Not pasting the whole script as really long. Would do your head in.
if($_SERVER["REQUEST_METHOD"] == "POST")
{
if(!isset($_FILES["id_verification_video_file"])) //REtype
{
echo "no isset";
}
else
{
$id_verification_video_file = $_FILES['id_verification_video_file']; //REtype
//Feed Id Video Verification File Upload Directory Path.
$directory_path = "uploads/videos/id_verifications/";
//Make Directory under $user in 'uploads/videos/id_verifications' Folder.

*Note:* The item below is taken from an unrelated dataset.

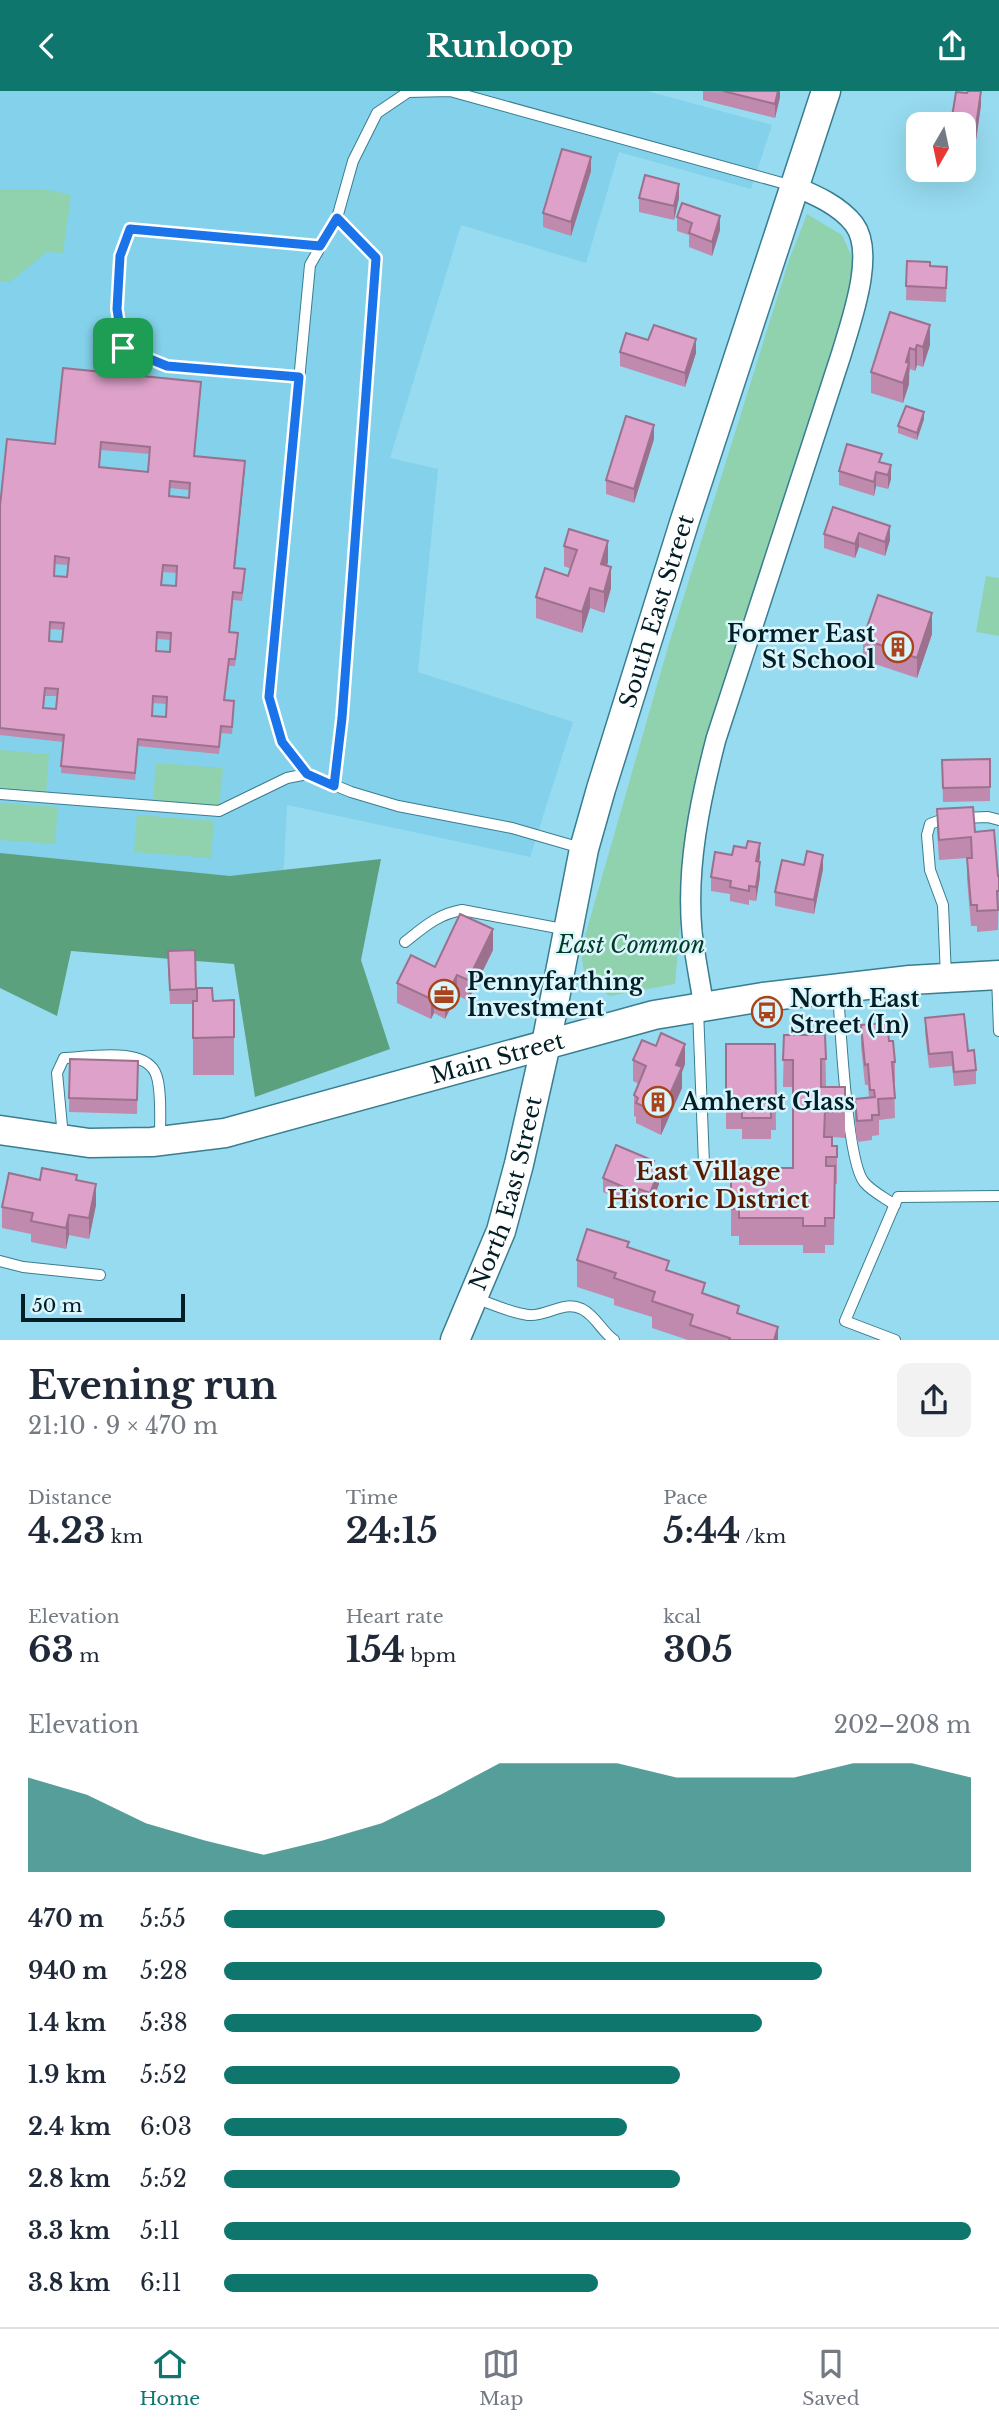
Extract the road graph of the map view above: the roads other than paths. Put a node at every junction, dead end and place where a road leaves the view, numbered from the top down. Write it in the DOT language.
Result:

if(!is_dir("$directory_path" . "$user"))
{
$mode = "0777";
mkdir("$directory_path" . "$user", "$mode", TRUE); //Thanks Requinix for my "$mode" typo hint.
}
//Grab Uploading File details.
$Errors = Array(); //SHOULD I KEEP THIS LINE OR NOT ?
$file_name = $_FILES["id_verification_video_file"]["name"];
$file_tmp = $_FILES["id_verification_video_file"]["tmp_name"];
$file_type = $_FILES["id_verification_video_file"]["type"];
$file_size = $_FILES["id_verification_video_file"]["size"];
$file_error = $_FILES['id_verification_video_file']['error'];
//Grab File Extension details.
$file_extension = pathinfo($file_name, PATHINFO_EXTENSION);
if(file_exists('$directory_path' . '$user/' . '$file_name'))
{
$Errors[] = "Error: You have already uploaded a video file to verify your ID!";
exit();
}
else
{
//Feed allowed File Extension(s).
$allowed_file_extensions = array("mp4" => "video/mp4","wmv" => "video/wmv");
//Feed allowed file size.
$max_file_size_allowed_in_bytes = 1024*1024*100; //Allowed limit: 100MB.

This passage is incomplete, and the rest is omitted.